3. Betriebliche Situation und finanzielle Belastungen beachten

Bei der Prüfung der Erforderlichkeit hat der Betriebsrat die betriebliche Situation und die mit dem Besuch der Schulungsveranstaltung verbundenen finanziellen Belastungen des Arbeitgebers zu berücksichtigen. Die Teilnahme an einer Schulungsveranstaltung ist nicht erforderlich, wenn sich der Betriebsrat vergleichbare Kenntnisse zumutbar und kostengünstiger auf andere Weise verschaffen kann. Aber: Der Betriebsrat muss nicht die kostengünstigste Schulungsveranstaltung auswählen, wenn er eine andere Schulung für qualitativ besser hält.

II. Mobbing-Schulung erforderlich?

Das Bundesarbeitsgericht hat klargestellt, dass Kenntnisse zum Thema Mobbing für die Arbeit des Betriebsrats im Sinne des § 37 Abs. 6 BetrVG erforderlich sein können. Der Betriebsrat hat im Zusammenhang mit Mobbing im Betrieb betriebsverfassungsrechtliche Aufgaben wahrzunehmen. Diese folgen u.a. aus § 75 BetrVG (Grundsätze für die Behandlung der Betriebsangehörigen), § 85 BetrVG (Beschwerderechte der Arbeitnehmer), § 104 BetrVG (Entfernung betriebsstörender Arbeitnehmer) und auch aus § 17 AGG (soziale Verantwortung der Beteiligten). Zudem stehen dem Betriebsrat Mitbestimmungsrechte aus § 87 Abs. 1 Nr. 1 und Nr. 7 BetrVG zu, die ihn berechtigen können, mit dem Arbeitgeber eine Betriebsvereinbarung zur Prävention und zur Vorgehensweise bei eventuell auftretenden Mobbingsachverhalten im Betrieb abzuschließen.
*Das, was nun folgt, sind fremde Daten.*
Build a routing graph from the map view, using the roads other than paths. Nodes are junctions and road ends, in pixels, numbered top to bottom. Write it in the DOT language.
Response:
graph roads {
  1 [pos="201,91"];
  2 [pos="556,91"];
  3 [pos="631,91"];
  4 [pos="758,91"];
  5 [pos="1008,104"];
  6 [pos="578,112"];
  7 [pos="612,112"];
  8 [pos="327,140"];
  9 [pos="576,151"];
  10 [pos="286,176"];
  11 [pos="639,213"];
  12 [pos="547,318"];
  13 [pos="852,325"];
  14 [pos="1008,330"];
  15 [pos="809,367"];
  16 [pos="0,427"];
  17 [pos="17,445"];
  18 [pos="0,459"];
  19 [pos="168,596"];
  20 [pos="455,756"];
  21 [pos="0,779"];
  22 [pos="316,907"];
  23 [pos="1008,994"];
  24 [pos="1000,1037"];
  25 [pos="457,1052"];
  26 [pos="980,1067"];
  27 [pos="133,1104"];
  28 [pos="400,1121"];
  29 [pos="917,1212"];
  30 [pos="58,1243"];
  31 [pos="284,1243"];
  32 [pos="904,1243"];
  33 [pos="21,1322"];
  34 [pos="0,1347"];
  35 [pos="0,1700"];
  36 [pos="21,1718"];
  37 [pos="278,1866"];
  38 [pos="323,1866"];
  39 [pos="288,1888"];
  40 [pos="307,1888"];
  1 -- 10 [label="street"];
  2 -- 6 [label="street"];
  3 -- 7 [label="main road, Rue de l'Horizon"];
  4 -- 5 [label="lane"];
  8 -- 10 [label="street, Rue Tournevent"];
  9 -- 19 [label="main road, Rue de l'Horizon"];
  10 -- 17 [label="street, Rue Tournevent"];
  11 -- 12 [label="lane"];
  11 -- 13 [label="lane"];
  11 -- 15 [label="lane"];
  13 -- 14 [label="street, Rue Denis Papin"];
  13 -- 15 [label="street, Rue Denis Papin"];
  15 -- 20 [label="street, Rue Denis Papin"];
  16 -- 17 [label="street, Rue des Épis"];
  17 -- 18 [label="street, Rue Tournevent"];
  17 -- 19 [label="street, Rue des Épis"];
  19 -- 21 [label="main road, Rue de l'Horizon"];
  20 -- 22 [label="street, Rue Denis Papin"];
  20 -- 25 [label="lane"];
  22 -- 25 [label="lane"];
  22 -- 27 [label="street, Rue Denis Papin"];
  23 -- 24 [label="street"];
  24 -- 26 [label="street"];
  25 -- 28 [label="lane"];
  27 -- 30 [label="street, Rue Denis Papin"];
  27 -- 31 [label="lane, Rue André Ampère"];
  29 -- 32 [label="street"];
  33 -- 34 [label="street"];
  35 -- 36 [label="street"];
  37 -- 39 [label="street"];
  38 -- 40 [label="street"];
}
III. Betriebsbezogener Anlass

Das Bundesarbeitsgericht hat ausgehend von diesen Grundsätzen den Besuch der Schulungsveranstaltung des stellvertretenden Betriebsratsvorsitzenden bejaht. Für den betriebsbezogenen Anlass hat es dazu bereits den einen Vorfall, den der Betriebsrat dargelegt hat, ausreichen lassen. Der konkrete erforderliche betriebsbezogene Anlass sei nicht im Sinne eines akuten Ereignisses, sondern im Sinne eines gegenwärtigen Bedürfnisses zu verstehen. Er könne schon dann gegeben sein, wenn der Betriebsrat aufgrund ihm bekanntgewordener Konflikte initiativ werden will, etwa um durch Verhandlungen mit dem Arbeitgeber über den Abschluss einer Betriebsvereinbarung der Entstehung von Mobbing oder weiteren Mobbingfällen entgegenzuwirken.

Fazit:

Das Bundesarbeitsgericht hat einen einzigen Vorfall aus der Vergangenheit für die Teilnahme an der Sonderschulung Mobbing ausreichen lassen. Damit besteht faktisch für den Besuch von Sonderschulungen keine Begrenzung mehr. Der Betriebsrat kann mit einem einzelnen Fall immer ein „gegenwärtiges Bedürfnis“ darlegen. Auch wenn es keinerlei Mobbing im Betrieb gibt, der Betriebsrat aber ein Bedürfnis sehen möchte und den Abschluss einer Präventionsbetriebsvereinbarung vorsieht, können offenbar Schulungskosten nicht abgelehnt werden. Ausgehend von den abstrakten Vorgaben hätte man diesen Fall also durchaus anders entscheiden können. Die Entscheidung macht daher deutlich, dass es sich nicht lohnt, mit dem Betriebsrat über Schulungskosten zu streiten. Die Prozesskosten über drei Instanzen übersteigen bei weitem die eingeklagten Kosten (hier in Höhe von 1.673,22 €). Den zeitlichen und wirtschaftlichen Aufwand sollte man daher bei der Ablehnung von Schulungen bedenken.